AIM OF THE TASK
Set the listing down unchanged, minus every embedded image.

--- START ---

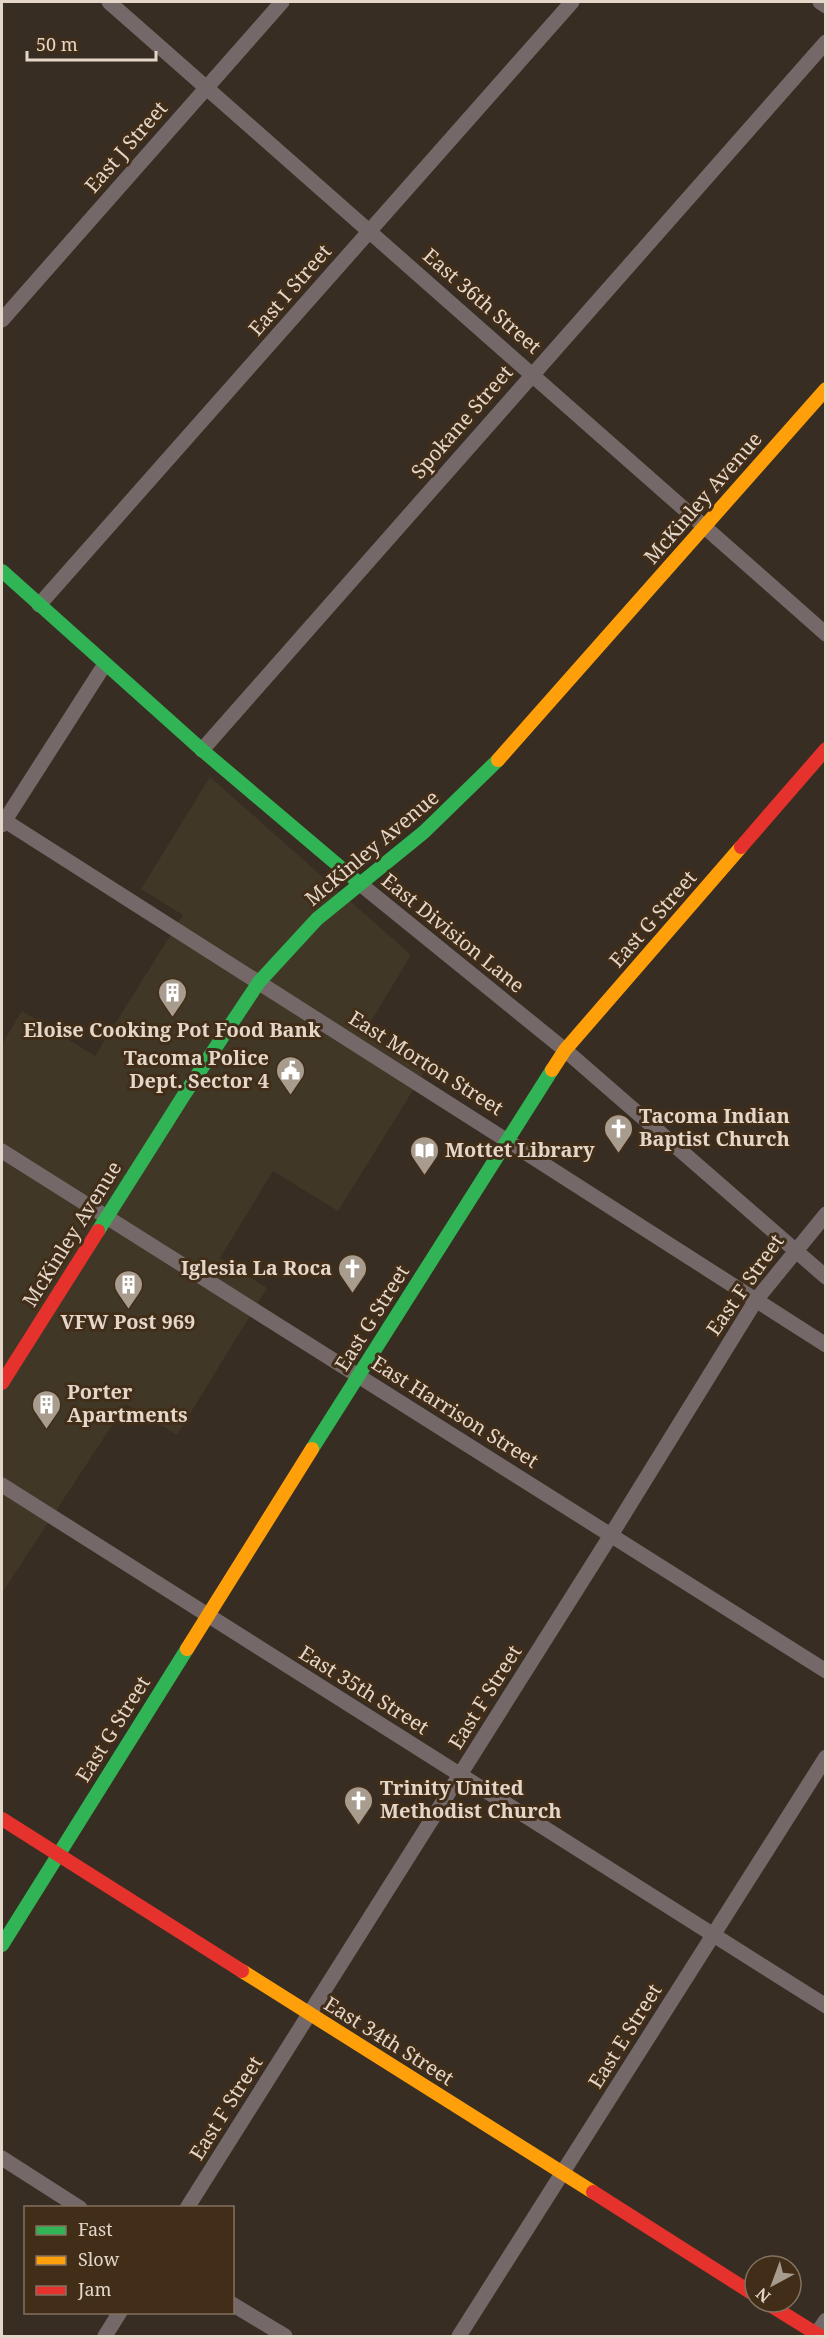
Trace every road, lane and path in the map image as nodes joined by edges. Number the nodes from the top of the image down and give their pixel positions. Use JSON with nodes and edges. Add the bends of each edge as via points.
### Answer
{"nodes":[{"id":1,"x":109,"y":2,"type":"edge"},
{"id":2,"x":282,"y":2,"type":"edge"},
{"id":3,"x":572,"y":2,"type":"edge"},
{"id":4,"x":820,"y":2,"type":"edge"},
{"id":5,"x":825,"y":6,"type":"edge"},
{"id":6,"x":825,"y":42,"type":"edge"},
{"id":7,"x":206,"y":87,"type":"junction"},
{"id":8,"x":370,"y":231,"type":"junction"},
{"id":9,"x":2,"y":320,"type":"edge"},
{"id":10,"x":533,"y":374,"type":"junction"},
{"id":11,"x":825,"y":389,"type":"edge"},
{"id":12,"x":703,"y":527,"type":"junction"},
{"id":13,"x":2,"y":571,"type":"edge"},
{"id":14,"x":39,"y":604,"type":"junction"},
{"id":15,"x":825,"y":634,"type":"edge"},
{"id":16,"x":105,"y":664,"type":"junction"},
{"id":17,"x":825,"y":749,"type":"edge"},
{"id":18,"x":202,"y":750,"type":"junction"},
{"id":19,"x":2,"y":822,"type":"edge"},
{"id":20,"x":359,"y":883,"type":"junction"},
{"id":21,"x":259,"y":982,"type":"junction"},
{"id":22,"x":565,"y":1050,"type":"junction"},
{"id":23,"x":506,"y":1140,"type":"junction"},
{"id":24,"x":2,"y":1151,"type":"edge"},
{"id":25,"x":825,"y":1214,"type":"edge"},
{"id":26,"x":106,"y":1217,"type":"junction"},
{"id":27,"x":794,"y":1251,"type":"junction"},
{"id":28,"x":825,"y":1277,"type":"edge"},
{"id":29,"x":756,"y":1300,"type":"junction"},
{"id":30,"x":825,"y":1345,"type":"edge"},
{"id":31,"x":358,"y":1376,"type":"junction"},
{"id":32,"x":2,"y":1383,"type":"edge"},
{"id":33,"x":2,"y":1485,"type":"edge"},
{"id":34,"x":611,"y":1535,"type":"junction"},
{"id":35,"x":207,"y":1616,"type":"junction"},
{"id":36,"x":825,"y":1671,"type":"edge"},
{"id":37,"x":825,"y":1757,"type":"edge"},
{"id":38,"x":460,"y":1775,"type":"junction"},
{"id":39,"x":2,"y":1819,"type":"edge"},
{"id":40,"x":58,"y":1855,"type":"junction"},
{"id":41,"x":713,"y":1935,"type":"junction"},
{"id":42,"x":2,"y":1945,"type":"edge"},
{"id":43,"x":825,"y":2006,"type":"edge"},
{"id":44,"x":310,"y":2014,"type":"junction"},
{"id":45,"x":2,"y":2158,"type":"edge"},
{"id":46,"x":562,"y":2174,"type":"junction"},
{"id":47,"x":77,"y":2206,"type":"edge"},
{"id":48,"x":188,"y":2206,"type":"edge"},
{"id":49,"x":743,"y":2287,"type":"edge"},
{"id":50,"x":234,"y":2305,"type":"edge"},
{"id":51,"x":119,"y":2314,"type":"edge"},
{"id":52,"x":783,"y":2314,"type":"edge"},
{"id":53,"x":825,"y":2320,"type":"edge"},
{"id":54,"x":817,"y":2336,"type":"edge"},
{"id":55,"x":105,"y":2337,"type":"edge"},
{"id":56,"x":285,"y":2337,"type":"edge"},
{"id":57,"x":459,"y":2337,"type":"edge"}],
"edges":[{"from":1,"to":7,"type":"street","name":"East 36th Street"},
{"from":2,"to":7,"type":"street","name":"East J Street"},
{"from":3,"to":8,"type":"street","name":"East I Street"},
{"from":4,"to":5,"type":"street"},
{"from":6,"to":10,"type":"street","name":"Spokane Street"},
{"from":7,"to":8,"type":"street","name":"East 36th Street"},
{"from":7,"to":9,"type":"street","name":"East J Street"},
{"from":8,"to":10,"type":"street","name":"East 36th Street"},
{"from":8,"to":14,"type":"street","name":"East I Street"},
{"from":10,"to":12,"type":"street","name":"East 36th Street"},
{"from":10,"to":18,"type":"street","name":"Spokane Street"},
{"from":11,"to":12,"type":"street","name":"McKinley Avenue"},
{"from":12,"to":15,"type":"street","name":"East 36th Street"},
{"from":12,"to":20,"type":"street","name":"McKinley Avenue","via":[[485,775],[436,821]]},
{"from":13,"to":14,"type":"street","name":"East Division Lane"},
{"from":14,"to":16,"type":"street","name":"East Division Lane"},
{"from":16,"to":18,"type":"street","name":"East Division Lane"},
{"from":16,"to":19,"type":"street"},
{"from":17,"to":22,"type":"street","name":"East G Street"},
{"from":18,"to":20,"type":"street","name":"East Division Lane"},
{"from":19,"to":21,"type":"street","name":"East Morton Street"},
{"from":20,"to":21,"type":"street","name":"McKinley Avenue","via":[[317,919]]},
{"from":20,"to":22,"type":"street","name":"East Division Lane"},
{"from":21,"to":23,"type":"street","name":"East Morton Street"},
{"from":21,"to":26,"type":"street","name":"McKinley Avenue"},
{"from":22,"to":23,"type":"street","name":"East G Street"},
{"from":22,"to":27,"type":"street","name":"East Division Lane"},
{"from":23,"to":29,"type":"street","name":"East Morton Street"},
{"from":23,"to":31,"type":"street","name":"East G Street"},
{"from":24,"to":26,"type":"street","name":"East Harrison Street"},
{"from":25,"to":27,"type":"street","name":"East F Street"},
{"from":26,"to":31,"type":"street","name":"East Harrison Street"},
{"from":26,"to":32,"type":"street","name":"McKinley Avenue"},
{"from":27,"to":28,"type":"street","name":"East Division Lane"},
{"from":27,"to":29,"type":"street","name":"East F Street"},
{"from":29,"to":30,"type":"street","name":"East Morton Street"},
{"from":29,"to":34,"type":"street","name":"East F Street"},
{"from":31,"to":34,"type":"street","name":"East Harrison Street"},
{"from":31,"to":35,"type":"street","name":"East G Street"},
{"from":33,"to":35,"type":"street","name":"East 35th Street"},
{"from":34,"to":36,"type":"street","name":"East Harrison Street"},
{"from":34,"to":38,"type":"street","name":"East F Street"},
{"from":35,"to":38,"type":"street","name":"East 35th Street"},
{"from":35,"to":40,"type":"street","name":"East G Street"},
{"from":37,"to":41,"type":"street","name":"East E Street"},
{"from":38,"to":41,"type":"street","name":"East 35th Street"},
{"from":38,"to":44,"type":"street","name":"East F Street"},
{"from":39,"to":40,"type":"street","name":"East 34th Street"},
{"from":40,"to":42,"type":"street","name":"East G Street"},
{"from":40,"to":44,"type":"street","name":"East 34th Street"},
{"from":41,"to":43,"type":"street","name":"East 35th Street"},
{"from":41,"to":46,"type":"street","name":"East E Street"},
{"from":44,"to":46,"type":"street","name":"East 34th Street"},
{"from":44,"to":48,"type":"street","name":"East F Street"},
{"from":45,"to":47,"type":"street"},
{"from":46,"to":49,"type":"street","name":"East 34th Street"},
{"from":46,"to":57,"type":"street","name":"East E Street"},
{"from":50,"to":56,"type":"street"},
{"from":51,"to":55,"type":"street"},
{"from":52,"to":54,"type":"street"},
{"from":53,"to":54,"type":"street"}]}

--- END ---

EXERCISE SOLUTION
Trace every road, lane and path in the map image as nodes joined by edges. Number the nodes from the top of the image down and give their pixel positions. Use JSON with nodes and edges. Add the bends of each edge as via points.
### Answer
{"nodes":[{"id":1,"x":109,"y":2,"type":"edge"},
{"id":2,"x":282,"y":2,"type":"edge"},
{"id":3,"x":572,"y":2,"type":"edge"},
{"id":4,"x":820,"y":2,"type":"edge"},
{"id":5,"x":825,"y":6,"type":"edge"},
{"id":6,"x":825,"y":42,"type":"edge"},
{"id":7,"x":206,"y":87,"type":"junction"},
{"id":8,"x":370,"y":231,"type":"junction"},
{"id":9,"x":2,"y":320,"type":"edge"},
{"id":10,"x":533,"y":374,"type":"junction"},
{"id":11,"x":825,"y":389,"type":"edge"},
{"id":12,"x":703,"y":527,"type":"junction"},
{"id":13,"x":2,"y":571,"type":"edge"},
{"id":14,"x":39,"y":604,"type":"junction"},
{"id":15,"x":825,"y":634,"type":"edge"},
{"id":16,"x":105,"y":664,"type":"junction"},
{"id":17,"x":825,"y":749,"type":"edge"},
{"id":18,"x":202,"y":750,"type":"junction"},
{"id":19,"x":2,"y":822,"type":"edge"},
{"id":20,"x":359,"y":883,"type":"junction"},
{"id":21,"x":259,"y":982,"type":"junction"},
{"id":22,"x":565,"y":1050,"type":"junction"},
{"id":23,"x":506,"y":1140,"type":"junction"},
{"id":24,"x":2,"y":1151,"type":"edge"},
{"id":25,"x":825,"y":1214,"type":"edge"},
{"id":26,"x":106,"y":1217,"type":"junction"},
{"id":27,"x":794,"y":1251,"type":"junction"},
{"id":28,"x":825,"y":1277,"type":"edge"},
{"id":29,"x":756,"y":1300,"type":"junction"},
{"id":30,"x":825,"y":1345,"type":"edge"},
{"id":31,"x":358,"y":1376,"type":"junction"},
{"id":32,"x":2,"y":1383,"type":"edge"},
{"id":33,"x":2,"y":1485,"type":"edge"},
{"id":34,"x":611,"y":1535,"type":"junction"},
{"id":35,"x":207,"y":1616,"type":"junction"},
{"id":36,"x":825,"y":1671,"type":"edge"},
{"id":37,"x":825,"y":1757,"type":"edge"},
{"id":38,"x":460,"y":1775,"type":"junction"},
{"id":39,"x":2,"y":1819,"type":"edge"},
{"id":40,"x":58,"y":1855,"type":"junction"},
{"id":41,"x":713,"y":1935,"type":"junction"},
{"id":42,"x":2,"y":1945,"type":"edge"},
{"id":43,"x":825,"y":2006,"type":"edge"},
{"id":44,"x":310,"y":2014,"type":"junction"},
{"id":45,"x":2,"y":2158,"type":"edge"},
{"id":46,"x":562,"y":2174,"type":"junction"},
{"id":47,"x":77,"y":2206,"type":"edge"},
{"id":48,"x":188,"y":2206,"type":"edge"},
{"id":49,"x":743,"y":2287,"type":"edge"},
{"id":50,"x":234,"y":2305,"type":"edge"},
{"id":51,"x":119,"y":2314,"type":"edge"},
{"id":52,"x":783,"y":2314,"type":"edge"},
{"id":53,"x":825,"y":2320,"type":"edge"},
{"id":54,"x":817,"y":2336,"type":"edge"},
{"id":55,"x":105,"y":2337,"type":"edge"},
{"id":56,"x":285,"y":2337,"type":"edge"},
{"id":57,"x":459,"y":2337,"type":"edge"}],
"edges":[{"from":1,"to":7,"type":"street","name":"East 36th Street"},
{"from":2,"to":7,"type":"street","name":"East J Street"},
{"from":3,"to":8,"type":"street","name":"East I Street"},
{"from":4,"to":5,"type":"street"},
{"from":6,"to":10,"type":"street","name":"Spokane Street"},
{"from":7,"to":8,"type":"street","name":"East 36th Street"},
{"from":7,"to":9,"type":"street","name":"East J Street"},
{"from":8,"to":10,"type":"street","name":"East 36th Street"},
{"from":8,"to":14,"type":"street","name":"East I Street"},
{"from":10,"to":12,"type":"street","name":"East 36th Street"},
{"from":10,"to":18,"type":"street","name":"Spokane Street"},
{"from":11,"to":12,"type":"street","name":"McKinley Avenue"},
{"from":12,"to":15,"type":"street","name":"East 36th Street"},
{"from":12,"to":20,"type":"street","name":"McKinley Avenue","via":[[485,775],[436,821]]},
{"from":13,"to":14,"type":"street","name":"East Division Lane"},
{"from":14,"to":16,"type":"street","name":"East Division Lane"},
{"from":16,"to":18,"type":"street","name":"East Division Lane"},
{"from":16,"to":19,"type":"street"},
{"from":17,"to":22,"type":"street","name":"East G Street"},
{"from":18,"to":20,"type":"street","name":"East Division Lane"},
{"from":19,"to":21,"type":"street","name":"East Morton Street"},
{"from":20,"to":21,"type":"street","name":"McKinley Avenue","via":[[317,919]]},
{"from":20,"to":22,"type":"street","name":"East Division Lane"},
{"from":21,"to":23,"type":"street","name":"East Morton Street"},
{"from":21,"to":26,"type":"street","name":"McKinley Avenue"},
{"from":22,"to":23,"type":"street","name":"East G Street"},
{"from":22,"to":27,"type":"street","name":"East Division Lane"},
{"from":23,"to":29,"type":"street","name":"East Morton Street"},
{"from":23,"to":31,"type":"street","name":"East G Street"},
{"from":24,"to":26,"type":"street","name":"East Harrison Street"},
{"from":25,"to":27,"type":"street","name":"East F Street"},
{"from":26,"to":31,"type":"street","name":"East Harrison Street"},
{"from":26,"to":32,"type":"street","name":"McKinley Avenue"},
{"from":27,"to":28,"type":"street","name":"East Division Lane"},
{"from":27,"to":29,"type":"street","name":"East F Street"},
{"from":29,"to":30,"type":"street","name":"East Morton Street"},
{"from":29,"to":34,"type":"street","name":"East F Street"},
{"from":31,"to":34,"type":"street","name":"East Harrison Street"},
{"from":31,"to":35,"type":"street","name":"East G Street"},
{"from":33,"to":35,"type":"street","name":"East 35th Street"},
{"from":34,"to":36,"type":"street","name":"East Harrison Street"},
{"from":34,"to":38,"type":"street","name":"East F Street"},
{"from":35,"to":38,"type":"street","name":"East 35th Street"},
{"from":35,"to":40,"type":"street","name":"East G Street"},
{"from":37,"to":41,"type":"street","name":"East E Street"},
{"from":38,"to":41,"type":"street","name":"East 35th Street"},
{"from":38,"to":44,"type":"street","name":"East F Street"},
{"from":39,"to":40,"type":"street","name":"East 34th Street"},
{"from":40,"to":42,"type":"street","name":"East G Street"},
{"from":40,"to":44,"type":"street","name":"East 34th Street"},
{"from":41,"to":43,"type":"street","name":"East 35th Street"},
{"from":41,"to":46,"type":"street","name":"East E Street"},
{"from":44,"to":46,"type":"street","name":"East 34th Street"},
{"from":44,"to":48,"type":"street","name":"East F Street"},
{"from":45,"to":47,"type":"street"},
{"from":46,"to":49,"type":"street","name":"East 34th Street"},
{"from":46,"to":57,"type":"street","name":"East E Street"},
{"from":50,"to":56,"type":"street"},
{"from":51,"to":55,"type":"street"},
{"from":52,"to":54,"type":"street"},
{"from":53,"to":54,"type":"street"}]}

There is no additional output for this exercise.